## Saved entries
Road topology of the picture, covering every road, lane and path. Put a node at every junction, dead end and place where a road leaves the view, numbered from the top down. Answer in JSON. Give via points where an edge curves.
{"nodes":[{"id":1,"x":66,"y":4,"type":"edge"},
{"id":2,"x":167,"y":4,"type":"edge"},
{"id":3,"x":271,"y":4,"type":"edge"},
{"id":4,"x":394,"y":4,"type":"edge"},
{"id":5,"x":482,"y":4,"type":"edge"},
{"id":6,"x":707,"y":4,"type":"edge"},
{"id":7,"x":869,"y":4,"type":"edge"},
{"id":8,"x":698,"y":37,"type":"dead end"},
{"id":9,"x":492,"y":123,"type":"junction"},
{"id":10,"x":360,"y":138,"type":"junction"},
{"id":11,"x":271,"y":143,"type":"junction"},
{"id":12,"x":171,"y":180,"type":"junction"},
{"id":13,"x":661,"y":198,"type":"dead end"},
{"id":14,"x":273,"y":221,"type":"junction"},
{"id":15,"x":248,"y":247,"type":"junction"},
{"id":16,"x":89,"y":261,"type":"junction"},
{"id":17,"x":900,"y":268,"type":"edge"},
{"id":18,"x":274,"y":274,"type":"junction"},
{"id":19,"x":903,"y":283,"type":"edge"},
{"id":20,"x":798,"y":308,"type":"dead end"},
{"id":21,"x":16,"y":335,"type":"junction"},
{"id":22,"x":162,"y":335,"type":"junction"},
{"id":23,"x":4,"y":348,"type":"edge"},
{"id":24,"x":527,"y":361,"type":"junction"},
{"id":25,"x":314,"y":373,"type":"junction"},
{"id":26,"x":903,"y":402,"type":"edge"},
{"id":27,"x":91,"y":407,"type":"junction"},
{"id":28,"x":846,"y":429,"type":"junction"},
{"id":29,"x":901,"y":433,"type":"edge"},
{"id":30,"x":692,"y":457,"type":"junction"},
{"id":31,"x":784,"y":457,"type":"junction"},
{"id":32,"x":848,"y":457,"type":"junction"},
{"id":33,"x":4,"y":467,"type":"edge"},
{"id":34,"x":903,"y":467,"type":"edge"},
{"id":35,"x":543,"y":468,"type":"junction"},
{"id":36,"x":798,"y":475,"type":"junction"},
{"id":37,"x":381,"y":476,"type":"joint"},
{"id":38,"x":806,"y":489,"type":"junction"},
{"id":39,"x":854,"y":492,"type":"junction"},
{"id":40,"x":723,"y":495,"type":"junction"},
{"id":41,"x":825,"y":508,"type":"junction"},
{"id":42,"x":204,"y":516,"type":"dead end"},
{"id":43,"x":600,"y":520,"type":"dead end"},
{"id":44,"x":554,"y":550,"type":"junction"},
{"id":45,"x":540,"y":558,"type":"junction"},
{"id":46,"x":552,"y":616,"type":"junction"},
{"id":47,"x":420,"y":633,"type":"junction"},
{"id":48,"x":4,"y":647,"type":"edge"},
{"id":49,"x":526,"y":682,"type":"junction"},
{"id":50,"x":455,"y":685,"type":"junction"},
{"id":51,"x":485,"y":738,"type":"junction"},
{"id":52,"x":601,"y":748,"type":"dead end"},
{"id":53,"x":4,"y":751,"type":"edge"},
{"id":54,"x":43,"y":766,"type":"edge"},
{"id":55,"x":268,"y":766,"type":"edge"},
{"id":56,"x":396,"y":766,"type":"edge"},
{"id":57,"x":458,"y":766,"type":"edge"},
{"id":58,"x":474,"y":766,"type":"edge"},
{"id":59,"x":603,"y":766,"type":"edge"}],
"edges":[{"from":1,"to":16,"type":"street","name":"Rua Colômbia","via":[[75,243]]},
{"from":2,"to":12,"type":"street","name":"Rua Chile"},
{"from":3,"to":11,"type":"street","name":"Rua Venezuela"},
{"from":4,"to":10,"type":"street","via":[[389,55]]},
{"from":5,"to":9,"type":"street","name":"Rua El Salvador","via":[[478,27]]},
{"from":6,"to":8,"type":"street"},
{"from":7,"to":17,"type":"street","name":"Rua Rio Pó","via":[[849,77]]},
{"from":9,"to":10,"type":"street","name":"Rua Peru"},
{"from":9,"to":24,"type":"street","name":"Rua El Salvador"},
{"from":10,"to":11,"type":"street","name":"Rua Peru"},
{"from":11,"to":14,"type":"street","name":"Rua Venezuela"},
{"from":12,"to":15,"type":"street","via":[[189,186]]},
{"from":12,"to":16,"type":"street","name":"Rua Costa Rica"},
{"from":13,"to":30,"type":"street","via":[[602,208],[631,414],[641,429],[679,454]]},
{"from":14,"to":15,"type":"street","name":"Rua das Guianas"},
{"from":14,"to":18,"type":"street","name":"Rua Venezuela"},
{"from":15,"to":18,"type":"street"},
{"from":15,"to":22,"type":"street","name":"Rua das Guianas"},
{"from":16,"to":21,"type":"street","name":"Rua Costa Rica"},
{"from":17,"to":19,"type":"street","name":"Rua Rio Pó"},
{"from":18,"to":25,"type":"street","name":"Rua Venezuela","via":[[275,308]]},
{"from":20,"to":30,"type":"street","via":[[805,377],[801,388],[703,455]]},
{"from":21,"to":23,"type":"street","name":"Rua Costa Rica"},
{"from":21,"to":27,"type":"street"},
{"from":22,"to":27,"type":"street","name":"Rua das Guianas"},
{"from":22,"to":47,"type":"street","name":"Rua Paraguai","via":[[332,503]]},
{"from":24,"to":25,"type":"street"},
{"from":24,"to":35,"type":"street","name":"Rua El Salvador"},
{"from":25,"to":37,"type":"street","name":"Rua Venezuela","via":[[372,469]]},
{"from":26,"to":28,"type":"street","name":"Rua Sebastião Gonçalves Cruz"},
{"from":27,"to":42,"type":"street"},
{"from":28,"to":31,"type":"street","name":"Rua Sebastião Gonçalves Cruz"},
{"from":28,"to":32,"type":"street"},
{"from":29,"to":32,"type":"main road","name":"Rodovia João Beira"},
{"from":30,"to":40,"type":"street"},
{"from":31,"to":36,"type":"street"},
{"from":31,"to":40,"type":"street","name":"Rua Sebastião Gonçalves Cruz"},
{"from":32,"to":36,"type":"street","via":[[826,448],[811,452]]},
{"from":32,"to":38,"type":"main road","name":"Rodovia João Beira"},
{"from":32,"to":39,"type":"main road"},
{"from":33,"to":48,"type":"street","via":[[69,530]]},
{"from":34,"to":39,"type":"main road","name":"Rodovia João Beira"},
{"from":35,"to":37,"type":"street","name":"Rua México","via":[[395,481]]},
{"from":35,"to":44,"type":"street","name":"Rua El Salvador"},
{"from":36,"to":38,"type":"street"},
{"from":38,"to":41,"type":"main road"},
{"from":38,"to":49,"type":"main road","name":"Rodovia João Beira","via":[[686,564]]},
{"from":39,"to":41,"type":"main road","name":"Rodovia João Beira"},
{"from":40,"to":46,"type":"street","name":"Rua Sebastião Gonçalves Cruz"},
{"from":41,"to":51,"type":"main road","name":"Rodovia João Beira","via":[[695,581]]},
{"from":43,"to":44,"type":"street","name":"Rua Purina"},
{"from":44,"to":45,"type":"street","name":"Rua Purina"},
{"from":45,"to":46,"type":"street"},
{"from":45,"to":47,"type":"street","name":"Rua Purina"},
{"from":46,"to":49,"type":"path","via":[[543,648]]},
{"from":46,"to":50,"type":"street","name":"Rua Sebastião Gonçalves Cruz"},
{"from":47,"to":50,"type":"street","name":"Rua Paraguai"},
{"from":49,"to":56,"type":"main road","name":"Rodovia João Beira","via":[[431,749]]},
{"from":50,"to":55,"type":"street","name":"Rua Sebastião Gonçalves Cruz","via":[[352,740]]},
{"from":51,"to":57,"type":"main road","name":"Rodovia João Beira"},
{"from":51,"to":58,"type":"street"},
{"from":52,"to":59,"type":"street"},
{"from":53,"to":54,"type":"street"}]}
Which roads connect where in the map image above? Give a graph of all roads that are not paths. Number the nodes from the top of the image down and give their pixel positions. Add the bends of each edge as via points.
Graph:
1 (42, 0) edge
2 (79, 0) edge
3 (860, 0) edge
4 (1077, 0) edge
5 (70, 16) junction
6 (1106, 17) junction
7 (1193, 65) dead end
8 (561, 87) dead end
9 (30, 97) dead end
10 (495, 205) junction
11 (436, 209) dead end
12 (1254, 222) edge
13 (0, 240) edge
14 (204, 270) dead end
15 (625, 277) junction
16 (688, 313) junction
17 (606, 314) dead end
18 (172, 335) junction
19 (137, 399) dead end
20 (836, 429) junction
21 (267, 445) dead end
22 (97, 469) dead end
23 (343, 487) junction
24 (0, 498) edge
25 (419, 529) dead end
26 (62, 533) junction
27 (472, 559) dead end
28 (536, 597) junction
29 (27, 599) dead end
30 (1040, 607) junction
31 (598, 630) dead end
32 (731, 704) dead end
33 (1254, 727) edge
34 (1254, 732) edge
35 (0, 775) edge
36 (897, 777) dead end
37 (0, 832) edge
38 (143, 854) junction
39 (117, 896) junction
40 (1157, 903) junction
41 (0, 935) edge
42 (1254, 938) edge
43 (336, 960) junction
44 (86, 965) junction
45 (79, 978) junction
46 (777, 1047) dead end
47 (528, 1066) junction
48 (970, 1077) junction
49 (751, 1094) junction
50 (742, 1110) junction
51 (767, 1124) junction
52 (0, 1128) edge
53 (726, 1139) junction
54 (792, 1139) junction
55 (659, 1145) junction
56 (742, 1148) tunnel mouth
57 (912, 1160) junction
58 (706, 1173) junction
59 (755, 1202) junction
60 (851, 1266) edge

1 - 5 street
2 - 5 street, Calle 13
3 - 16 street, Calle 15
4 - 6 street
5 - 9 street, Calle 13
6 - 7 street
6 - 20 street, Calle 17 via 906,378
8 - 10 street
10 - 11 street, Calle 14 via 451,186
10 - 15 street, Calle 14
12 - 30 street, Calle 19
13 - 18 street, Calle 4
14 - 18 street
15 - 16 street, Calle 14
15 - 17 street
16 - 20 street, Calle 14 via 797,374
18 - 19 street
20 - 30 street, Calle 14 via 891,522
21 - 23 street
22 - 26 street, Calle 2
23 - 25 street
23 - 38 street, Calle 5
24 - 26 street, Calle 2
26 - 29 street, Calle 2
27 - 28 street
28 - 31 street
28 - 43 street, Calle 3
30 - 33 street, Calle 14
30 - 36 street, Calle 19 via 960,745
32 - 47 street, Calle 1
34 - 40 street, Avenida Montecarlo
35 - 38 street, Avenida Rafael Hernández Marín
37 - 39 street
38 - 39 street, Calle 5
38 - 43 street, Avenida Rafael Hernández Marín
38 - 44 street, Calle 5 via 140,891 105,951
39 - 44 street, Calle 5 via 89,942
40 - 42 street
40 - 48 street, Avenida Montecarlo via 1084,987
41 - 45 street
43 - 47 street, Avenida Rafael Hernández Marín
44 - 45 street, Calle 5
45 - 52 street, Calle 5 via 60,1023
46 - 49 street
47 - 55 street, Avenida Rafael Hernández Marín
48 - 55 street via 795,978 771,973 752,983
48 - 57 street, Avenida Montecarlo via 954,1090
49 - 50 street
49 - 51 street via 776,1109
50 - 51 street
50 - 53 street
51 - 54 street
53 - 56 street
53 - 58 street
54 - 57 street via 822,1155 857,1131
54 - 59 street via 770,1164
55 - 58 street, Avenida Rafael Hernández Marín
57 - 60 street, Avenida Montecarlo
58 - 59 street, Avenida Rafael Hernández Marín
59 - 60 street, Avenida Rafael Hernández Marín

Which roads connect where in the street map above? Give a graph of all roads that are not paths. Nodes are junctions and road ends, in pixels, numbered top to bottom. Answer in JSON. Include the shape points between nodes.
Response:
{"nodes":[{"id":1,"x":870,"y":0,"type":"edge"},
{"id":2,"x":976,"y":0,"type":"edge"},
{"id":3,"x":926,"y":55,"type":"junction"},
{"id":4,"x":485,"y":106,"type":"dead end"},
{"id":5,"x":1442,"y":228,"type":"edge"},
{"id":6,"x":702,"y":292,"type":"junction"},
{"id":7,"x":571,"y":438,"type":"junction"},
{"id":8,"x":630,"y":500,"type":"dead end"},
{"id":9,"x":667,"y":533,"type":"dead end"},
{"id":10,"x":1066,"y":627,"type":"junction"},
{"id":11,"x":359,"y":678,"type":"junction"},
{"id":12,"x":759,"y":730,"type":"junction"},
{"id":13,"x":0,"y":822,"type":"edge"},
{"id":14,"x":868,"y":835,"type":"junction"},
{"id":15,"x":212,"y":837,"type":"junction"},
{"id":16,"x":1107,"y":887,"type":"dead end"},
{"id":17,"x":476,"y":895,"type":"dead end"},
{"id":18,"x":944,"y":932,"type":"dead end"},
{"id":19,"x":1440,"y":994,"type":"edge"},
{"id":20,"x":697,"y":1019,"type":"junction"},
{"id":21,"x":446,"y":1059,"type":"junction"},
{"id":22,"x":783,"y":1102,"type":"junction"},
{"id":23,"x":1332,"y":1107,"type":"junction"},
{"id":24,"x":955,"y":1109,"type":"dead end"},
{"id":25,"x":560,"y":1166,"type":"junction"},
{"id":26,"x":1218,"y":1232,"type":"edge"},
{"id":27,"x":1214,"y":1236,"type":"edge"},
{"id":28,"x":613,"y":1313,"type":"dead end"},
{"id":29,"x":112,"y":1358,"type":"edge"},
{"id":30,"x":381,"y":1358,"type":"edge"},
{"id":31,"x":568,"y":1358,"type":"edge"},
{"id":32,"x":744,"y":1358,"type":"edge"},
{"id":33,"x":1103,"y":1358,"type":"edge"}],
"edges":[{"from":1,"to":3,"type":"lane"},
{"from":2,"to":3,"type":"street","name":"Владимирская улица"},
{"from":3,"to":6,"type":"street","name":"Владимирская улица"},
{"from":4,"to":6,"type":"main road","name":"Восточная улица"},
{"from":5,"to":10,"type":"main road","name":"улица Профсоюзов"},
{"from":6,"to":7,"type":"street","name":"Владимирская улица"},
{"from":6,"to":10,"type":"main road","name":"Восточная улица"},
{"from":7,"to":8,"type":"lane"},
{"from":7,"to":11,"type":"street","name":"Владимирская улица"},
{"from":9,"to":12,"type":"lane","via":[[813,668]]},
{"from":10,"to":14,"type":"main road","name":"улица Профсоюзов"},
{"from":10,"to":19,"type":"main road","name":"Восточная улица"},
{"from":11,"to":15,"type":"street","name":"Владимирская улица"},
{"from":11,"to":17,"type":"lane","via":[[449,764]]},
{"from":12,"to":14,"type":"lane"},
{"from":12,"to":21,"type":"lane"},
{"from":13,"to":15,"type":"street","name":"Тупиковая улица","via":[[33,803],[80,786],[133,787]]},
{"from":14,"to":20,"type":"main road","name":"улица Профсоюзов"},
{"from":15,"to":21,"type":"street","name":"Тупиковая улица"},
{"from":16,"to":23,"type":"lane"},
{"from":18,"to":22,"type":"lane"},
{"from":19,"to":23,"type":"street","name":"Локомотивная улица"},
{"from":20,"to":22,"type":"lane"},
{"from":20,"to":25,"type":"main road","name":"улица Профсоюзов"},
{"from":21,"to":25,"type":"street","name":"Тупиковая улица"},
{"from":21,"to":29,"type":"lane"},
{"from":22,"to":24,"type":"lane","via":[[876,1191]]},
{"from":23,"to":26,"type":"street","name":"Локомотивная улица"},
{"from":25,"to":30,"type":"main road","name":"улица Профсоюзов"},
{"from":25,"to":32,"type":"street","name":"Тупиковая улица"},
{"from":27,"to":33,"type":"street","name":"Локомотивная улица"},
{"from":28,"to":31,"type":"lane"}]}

## DESCRIPTION OF THE TASK
Where the string "Тупиковая" appears in a line of the entries above, return that line.

## EXERCISE RESPONSE
{"from":13,"to":15,"type":"street","name":"Тупиковая улица","via":[[33,803],[80,786],[133,787]]},
{"from":15,"to":21,"type":"street","name":"Тупиковая улица"},
{"from":21,"to":25,"type":"street","name":"Тупиковая улица"},
{"from":25,"to":32,"type":"street","name":"Тупиковая улица"},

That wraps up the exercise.